Lagos Council has expressed concerns about the planned electrification of the railway between Tunes and Lagos which it fears could become an eyesore, particularly in Meia Praia –an area renowned for its sprawling beach and dunes.
The council believes the works could have “permanent and very significant negative consequences” on Meia Praia’s otherwise mostly natural scenery.
It also says the pros do not outweigh the cons, stressing how the electrification of the railway would bring only minor improvements to people’s train-riding experience.
The local authority’s damning opinion came after it consulted the electrification project’s environmental impact assessment, which was up for public consultation until June 24.
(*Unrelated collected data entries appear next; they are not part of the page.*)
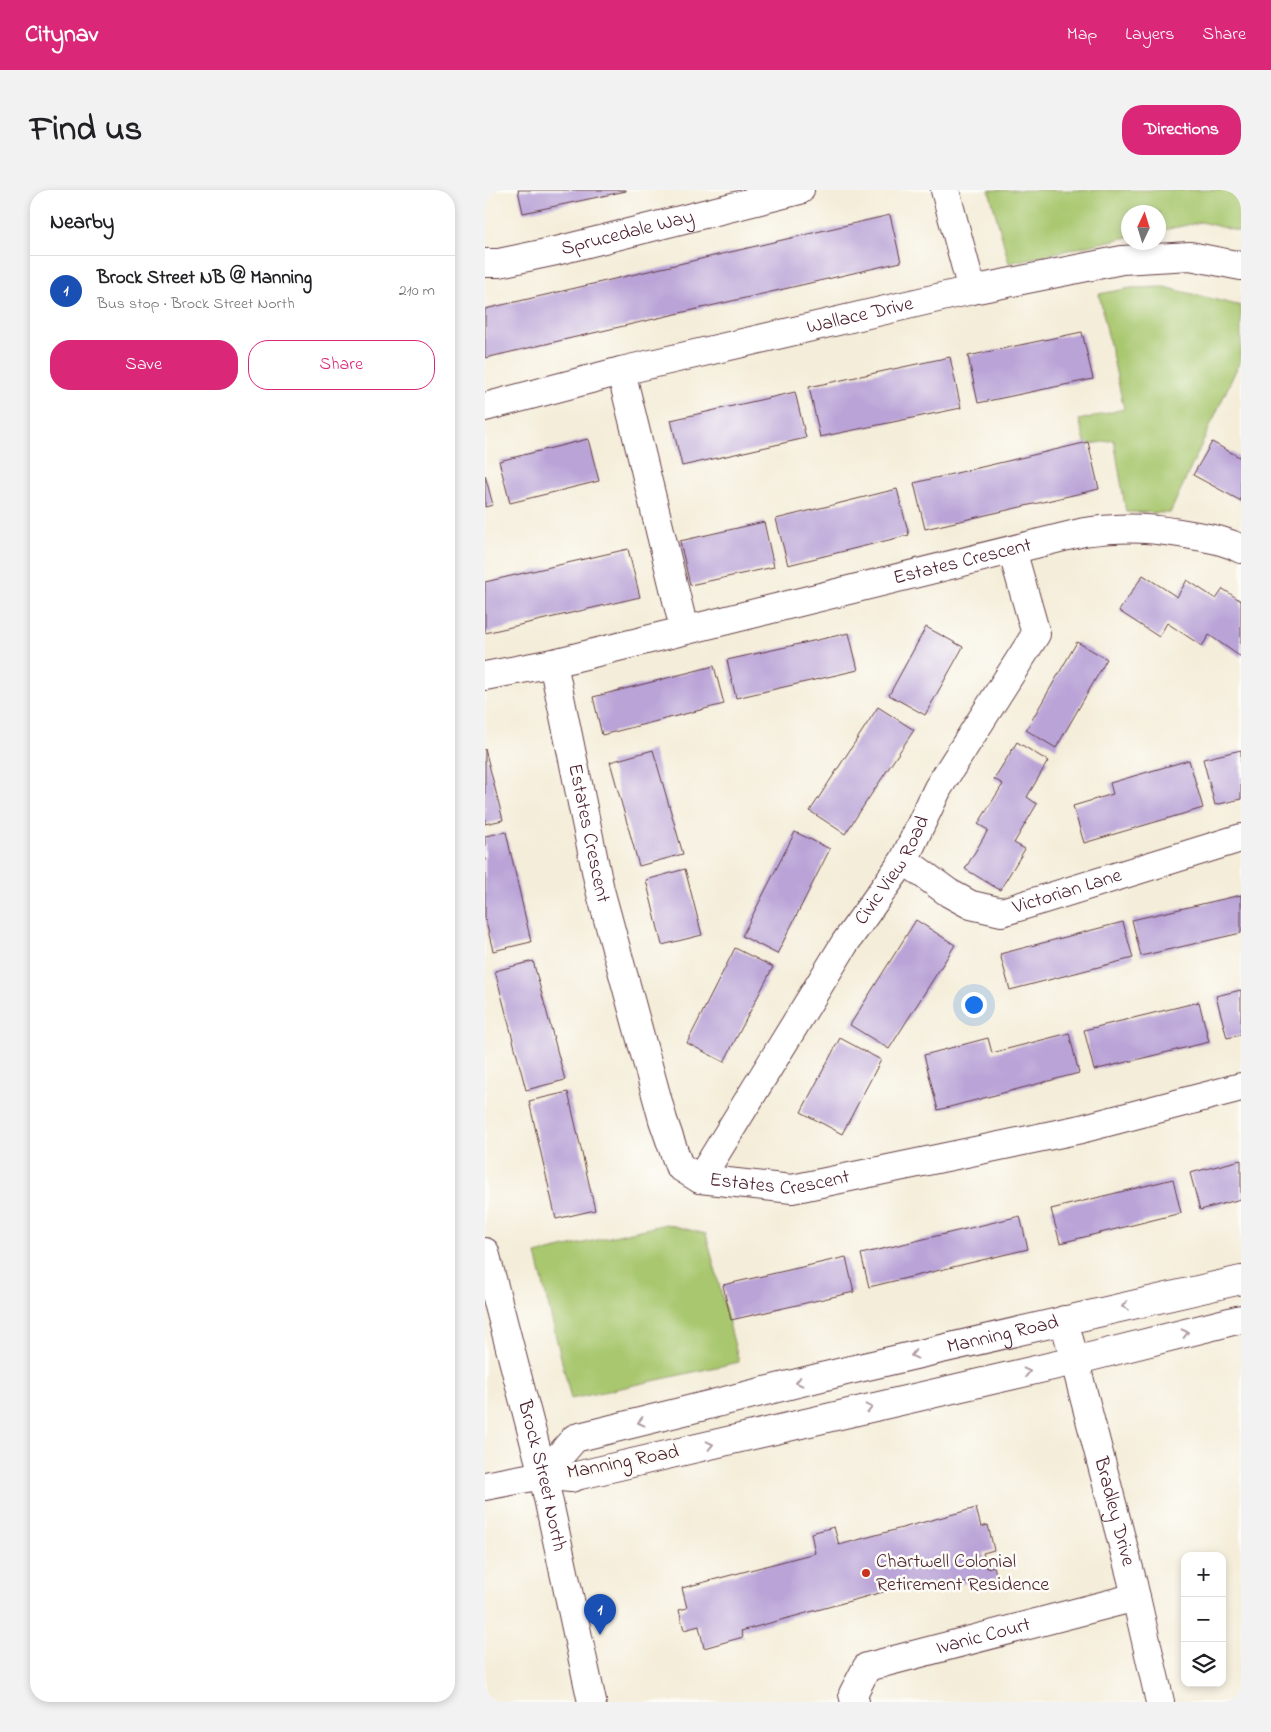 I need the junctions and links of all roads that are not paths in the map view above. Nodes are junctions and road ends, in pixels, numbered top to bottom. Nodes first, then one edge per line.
1 (800, 190) edge
2 (945, 190) edge
3 (485, 263) edge
4 (1241, 266) edge
5 (972, 290) junction
6 (621, 371) junction
7 (485, 408) edge
8 (1241, 549) edge
9 (1012, 550) junction
10 (684, 629) junction
11 (553, 663) junction
12 (485, 676) edge
13 (1241, 838) edge
14 (904, 860) junction
15 (1241, 1087) edge
16 (700, 1179) junction
17 (485, 1252) edge
18 (1241, 1280) edge
19 (1241, 1319) edge
20 (1064, 1320) junction
21 (1074, 1361) junction
22 (543, 1475) junction
23 (485, 1486) edge
24 (1136, 1597) junction
25 (592, 1702) edge
26 (855, 1702) edge
27 (1160, 1702) edge

1 - 3 street, Sprucedale Way
2 - 5 street
4 - 5 street, Wallace Drive
5 - 6 street, Wallace Drive
6 - 7 street, Wallace Drive
6 - 10 street
8 - 9 street, Estates Crescent
9 - 10 street, Estates Crescent
9 - 14 street, Civic View Road
10 - 11 street, Estates Crescent
11 - 12 street, Estates Crescent
11 - 16 street, Estates Crescent
13 - 14 street, Victorian Lane
14 - 16 street, Civic View Road
15 - 16 street, Estates Crescent
17 - 22 street, Brock Street North
18 -> 20 street, Manning Road
21 -> 19 street, Manning Road
20 - 21 street, Bradley Drive
20 -> 22 street, Manning Road
22 -> 21 street, Manning Road
21 - 24 street, Bradley Drive
22 - 23 street
22 - 25 street, Brock Street North
24 - 26 street, Ivanic Court
24 - 27 street, Bradley Drive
The nitty-gritty of the council’s complaints includes the construction of seven-metre-high overhead lines to power the trains and the possibility of even higher overpasses.
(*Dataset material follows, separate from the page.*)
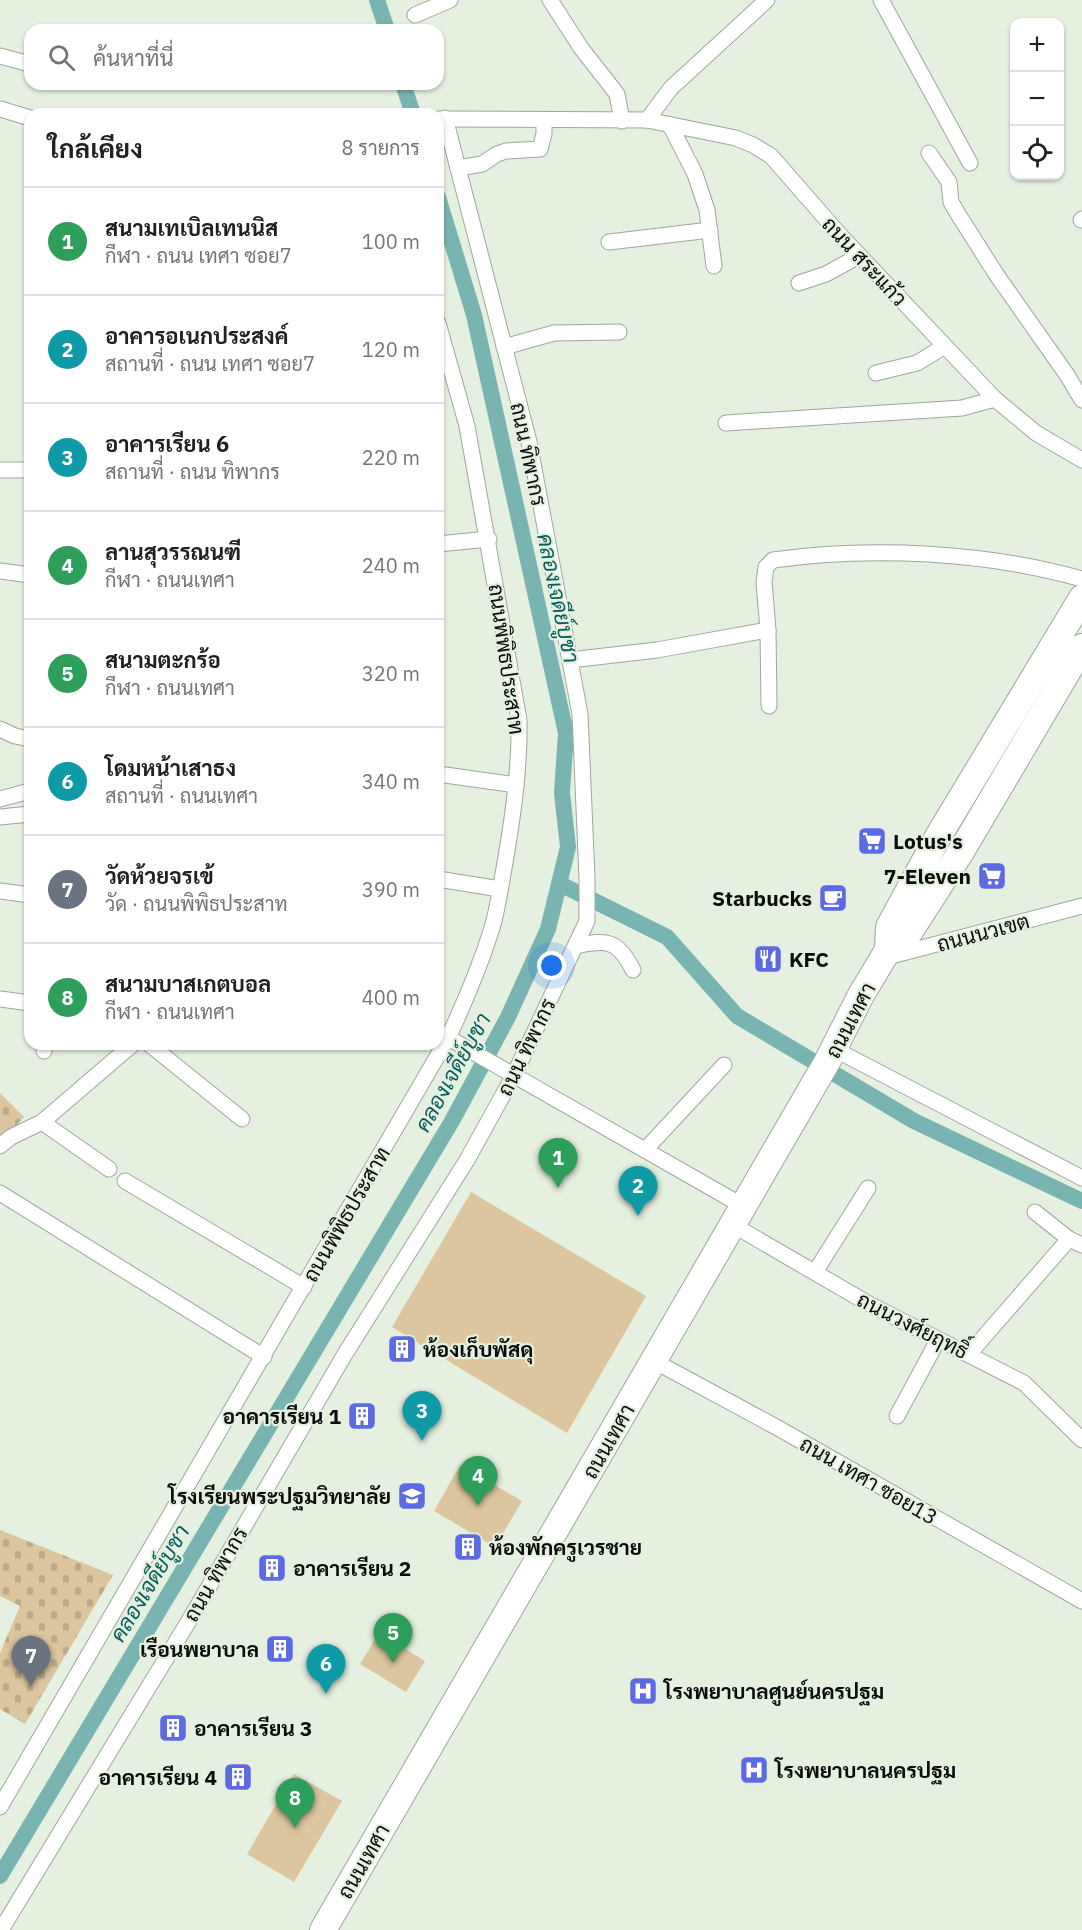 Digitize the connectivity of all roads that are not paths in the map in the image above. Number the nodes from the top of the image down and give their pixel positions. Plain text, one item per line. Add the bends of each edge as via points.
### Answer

While the local ‘câmara’ acknowledges that the electrification of the railway would bring it into the 21st century, it also believes it would have only a minor positive impact on the duration, quality and frequency of train rides that wouldn’t make up for all the damage that would be done to Meia Praia’s landscape.
Thus the local authority wants the project to be reviewed and changed so as to damage the area’s beauty and not affect ongoing municipal projects.
Readers may recall that Lagos Council is investing millions of euros in multiple projects in the Meia Praia area, including €1.5 million to build a four-kilometre boardwalk along the beach and “rehabilitate and recover” the beach’s dunes (click here) as well as €2.5 million to renovate the main Meia Praia road (click here).
It remains to be seen whether the local council’s opinion will have any effect on the progress of the project, which has been in the pipeline for years and should have already started at the very least.
In November, Portugal’s infrastructure authority (IP) said that the electrification of the Algarve’s railway was behind schedule due to the need to carry out environmental impact assessments.
It explained at the time that the planned electrification of the region’s railway was not expected to require environmental impact assessments – which usually take around seven months to be completed – which led to the delays.